PROMPT: Start to finish, print the data below exactly, without the images.

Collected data
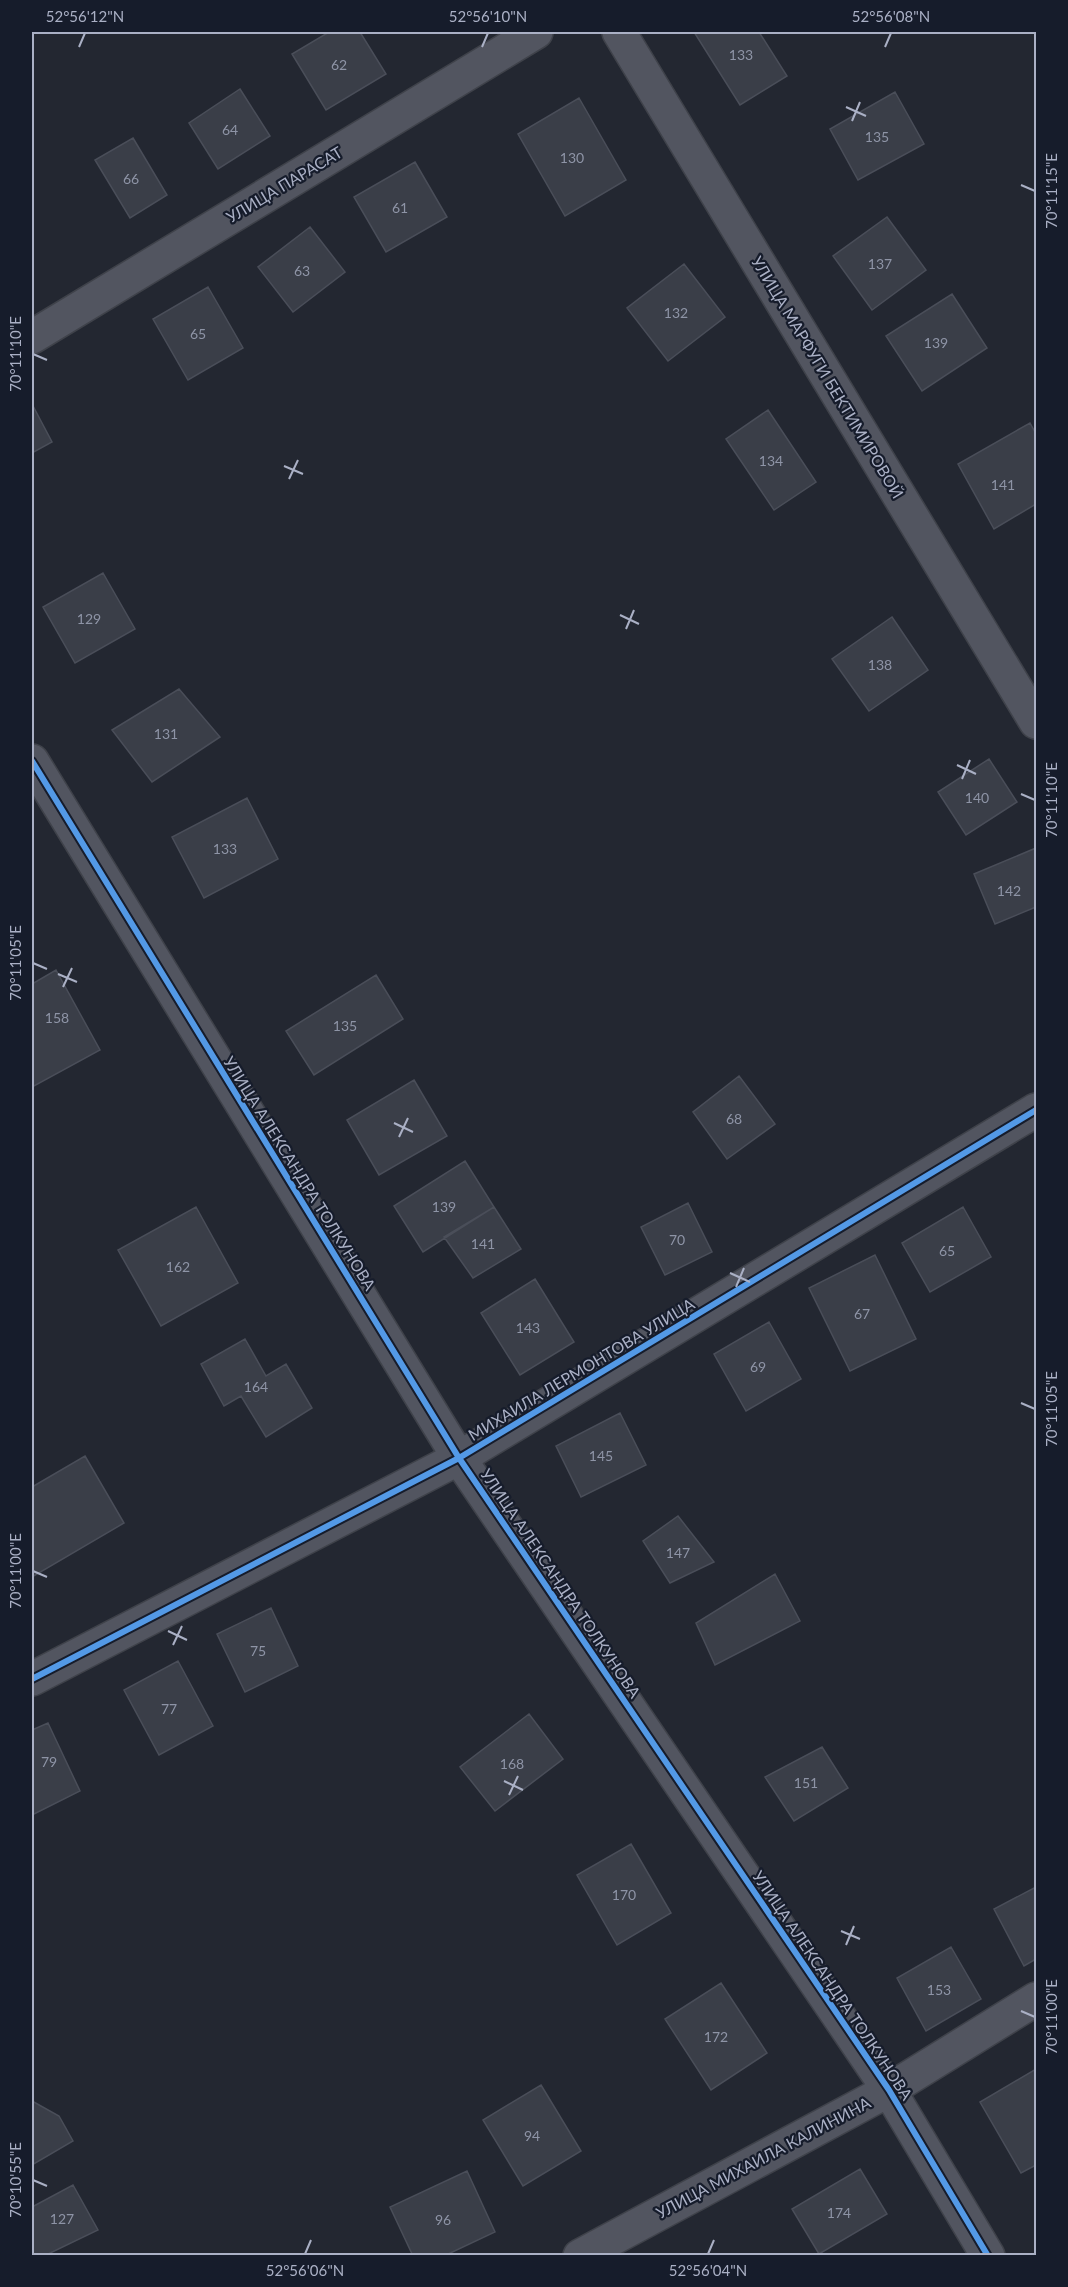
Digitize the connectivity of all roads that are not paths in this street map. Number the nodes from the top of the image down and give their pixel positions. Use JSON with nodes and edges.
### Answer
{"nodes":[{"id":1,"x":536,"y":32,"type":"edge"},
{"id":2,"x":619,"y":32,"type":"edge"},
{"id":3,"x":32,"y":336,"type":"edge"},
{"id":4,"x":1036,"y":722,"type":"edge"},
{"id":5,"x":32,"y":762,"type":"edge"},
{"id":6,"x":1036,"y":1110,"type":"edge"},
{"id":7,"x":459,"y":1458,"type":"junction"},
{"id":8,"x":32,"y":1679,"type":"edge"},
{"id":9,"x":1036,"y":1999,"type":"edge"},
{"id":10,"x":889,"y":2090,"type":"junction"},
{"id":11,"x":580,"y":2256,"type":"edge"},
{"id":12,"x":988,"y":2256,"type":"edge"}],
"edges":[{"from":1,"to":3,"type":"street","name":"УЛИЦА ПАРАСАТ"},
{"from":2,"to":4,"type":"street","name":"УЛИЦА МАРФУГИ БЕКТИМИРОВОЙ"},
{"from":5,"to":7,"type":"street","name":"УЛИЦА АЛЕКСАНДРА ТОЛКУНОВА"},
{"from":6,"to":7,"type":"street","name":"МИХАИЛА ЛЕРМОНТОВА УЛИЦА"},
{"from":7,"to":8,"type":"street","name":"МИХАИЛА ЛЕРМОНТОВА УЛИЦА"},
{"from":7,"to":10,"type":"street","name":"УЛИЦА АЛЕКСАНДРА ТОЛКУНОВА"},
{"from":9,"to":10,"type":"street","name":"УЛИЦА МИХАИЛА КАЛИНИНА"},
{"from":10,"to":11,"type":"street","name":"УЛИЦА МИХАИЛА КАЛИНИНА"},
{"from":10,"to":12,"type":"street","name":"УЛИЦА АЛЕКСАНДРА ТОЛКУНОВА"}]}
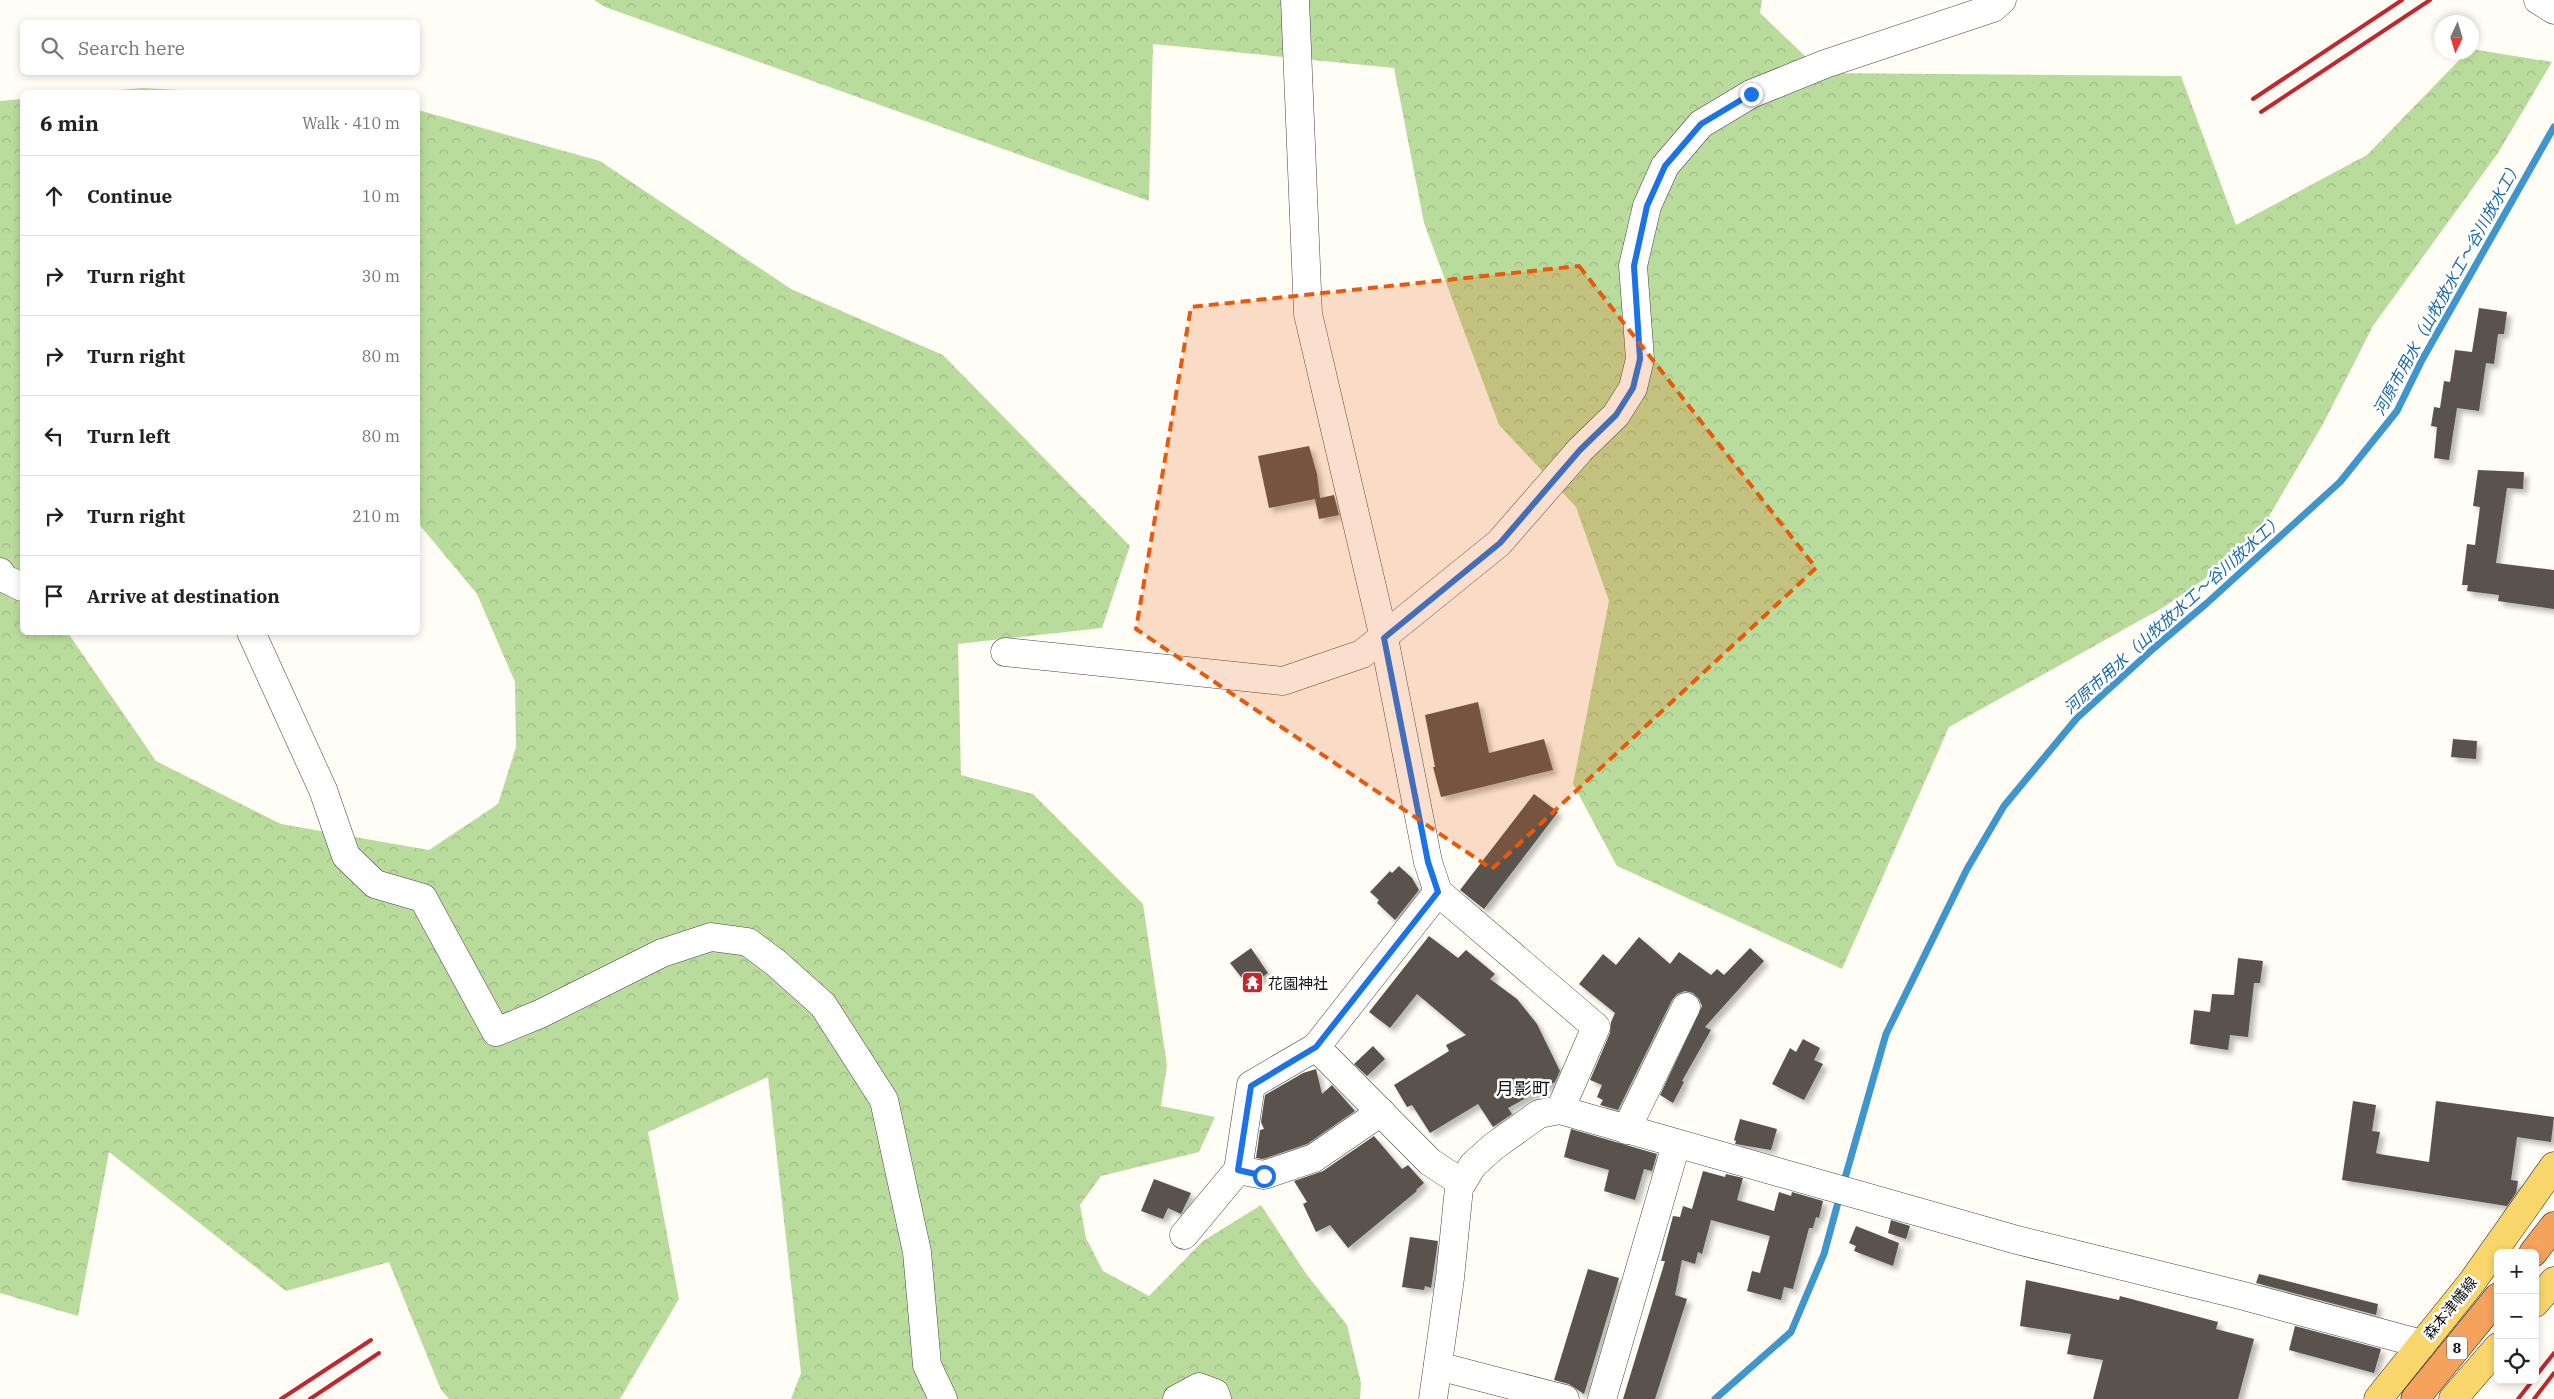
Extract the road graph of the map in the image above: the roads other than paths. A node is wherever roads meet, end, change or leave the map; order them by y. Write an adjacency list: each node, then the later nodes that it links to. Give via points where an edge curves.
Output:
1 (1295, 0): 8 (street, via 1308,314)
2 (2002, 0): 8 (street, via 1993,8 1825,64 1751,94 1701,124 1665,166 1647,206 1634,266 1640,359 1633,388 1616,415 1580,450 1500,543)
3 (2538, 0): 4 (street)
4 (2554, 10)
5 (0, 572): 6 (street, via 3,578)
6 (20, 586)
7 (252, 635): 29 (street, via 323,790 346,856 375,884 423,898 496,1032 540,1014 662,953 711,937 748,942 823,1005 884,1100 917,1252 928,1365)
8 (1384, 638): 9 (street, via 1362,654 1283,681); 10 (street, via 1428,862)
9 (1005, 652)
10 (1438, 892): 12 (street); 13 (street, via 1596,1027)
11 (1686, 1007): 15 (street)
12 (1316, 1047): 14 (street); 18 (street, via 1251,1086)
13 (1560, 1110): 15 (street); 19 (street, via 1540,1114 1493,1147 1473,1165)
14 (1381, 1112): 18 (street, via 1314,1158 1264,1176); 19 (street, via 1430,1162)
15 (1626, 1130): 16 (street)
16 (1676, 1145): 26 (street, via 2017,1240); 34 (street)
17 (2554, 1166): 26 (main road, 森本津幡線, via 2472,1282)
18 (1238, 1170): 21 (street)
19 (1462, 1183): 28 (street)
20 (2554, 1226): 22 (highway)
21 (1184, 1235)
22 (2536, 1249)
23 (2554, 1281): 24 (main road)
24 (2539, 1298)
25 (2494, 1302): 36 (highway, 8)
26 (2422, 1344): 35 (main road, 森本津幡線)
27 (2494, 1352): 37 (main road)
28 (1438, 1366): 32 (street); 33 (street)
29 (942, 1399)
30 (1177, 1399): 31 (street, via 1199,1387 1215,1393)
31 (1217, 1399)
32 (1433, 1399)
33 (1566, 1399)
34 (1602, 1399)
35 (2378, 1399)
36 (2415, 1399)
37 (2453, 1399)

RESULT FOR THIS EXERCISE:
Digitize the connectivity of all roads that are not paths in this street map. Number the nodes from the top of the image down and give their pixel positions. Use JSON with nodes and edges.
### Answer
{"nodes":[{"id":1,"x":536,"y":32,"type":"edge"},
{"id":2,"x":619,"y":32,"type":"edge"},
{"id":3,"x":32,"y":336,"type":"edge"},
{"id":4,"x":1036,"y":722,"type":"edge"},
{"id":5,"x":32,"y":762,"type":"edge"},
{"id":6,"x":1036,"y":1110,"type":"edge"},
{"id":7,"x":459,"y":1458,"type":"junction"},
{"id":8,"x":32,"y":1679,"type":"edge"},
{"id":9,"x":1036,"y":1999,"type":"edge"},
{"id":10,"x":889,"y":2090,"type":"junction"},
{"id":11,"x":580,"y":2256,"type":"edge"},
{"id":12,"x":988,"y":2256,"type":"edge"}],
"edges":[{"from":1,"to":3,"type":"street","name":"УЛИЦА ПАРАСАТ"},
{"from":2,"to":4,"type":"street","name":"УЛИЦА МАРФУГИ БЕКТИМИРОВОЙ"},
{"from":5,"to":7,"type":"street","name":"УЛИЦА АЛЕКСАНДРА ТОЛКУНОВА"},
{"from":6,"to":7,"type":"street","name":"МИХАИЛА ЛЕРМОНТОВА УЛИЦА"},
{"from":7,"to":8,"type":"street","name":"МИХАИЛА ЛЕРМОНТОВА УЛИЦА"},
{"from":7,"to":10,"type":"street","name":"УЛИЦА АЛЕКСАНДРА ТОЛКУНОВА"},
{"from":9,"to":10,"type":"street","name":"УЛИЦА МИХАИЛА КАЛИНИНА"},
{"from":10,"to":11,"type":"street","name":"УЛИЦА МИХАИЛА КАЛИНИНА"},
{"from":10,"to":12,"type":"street","name":"УЛИЦА АЛЕКСАНДРА ТОЛКУНОВА"}]}
Extract the road graph of the map in the image above: the roads other than paths. A node is wherever roads meet, end, change or leave the map; order them by y. Write an adjacency list: each node, then the later nodes that it links to. Give via points where an edge curves.
Output:
1 (1295, 0): 8 (street, via 1308,314)
2 (2002, 0): 8 (street, via 1993,8 1825,64 1751,94 1701,124 1665,166 1647,206 1634,266 1640,359 1633,388 1616,415 1580,450 1500,543)
3 (2538, 0): 4 (street)
4 (2554, 10)
5 (0, 572): 6 (street, via 3,578)
6 (20, 586)
7 (252, 635): 29 (street, via 323,790 346,856 375,884 423,898 496,1032 540,1014 662,953 711,937 748,942 823,1005 884,1100 917,1252 928,1365)
8 (1384, 638): 9 (street, via 1362,654 1283,681); 10 (street, via 1428,862)
9 (1005, 652)
10 (1438, 892): 12 (street); 13 (street, via 1596,1027)
11 (1686, 1007): 15 (street)
12 (1316, 1047): 14 (street); 18 (street, via 1251,1086)
13 (1560, 1110): 15 (street); 19 (street, via 1540,1114 1493,1147 1473,1165)
14 (1381, 1112): 18 (street, via 1314,1158 1264,1176); 19 (street, via 1430,1162)
15 (1626, 1130): 16 (street)
16 (1676, 1145): 26 (street, via 2017,1240); 34 (street)
17 (2554, 1166): 26 (main road, 森本津幡線, via 2472,1282)
18 (1238, 1170): 21 (street)
19 (1462, 1183): 28 (street)
20 (2554, 1226): 22 (highway)
21 (1184, 1235)
22 (2536, 1249)
23 (2554, 1281): 24 (main road)
24 (2539, 1298)
25 (2494, 1302): 36 (highway, 8)
26 (2422, 1344): 35 (main road, 森本津幡線)
27 (2494, 1352): 37 (main road)
28 (1438, 1366): 32 (street); 33 (street)
29 (942, 1399)
30 (1177, 1399): 31 (street, via 1199,1387 1215,1393)
31 (1217, 1399)
32 (1433, 1399)
33 (1566, 1399)
34 (1602, 1399)
35 (2378, 1399)
36 (2415, 1399)
37 (2453, 1399)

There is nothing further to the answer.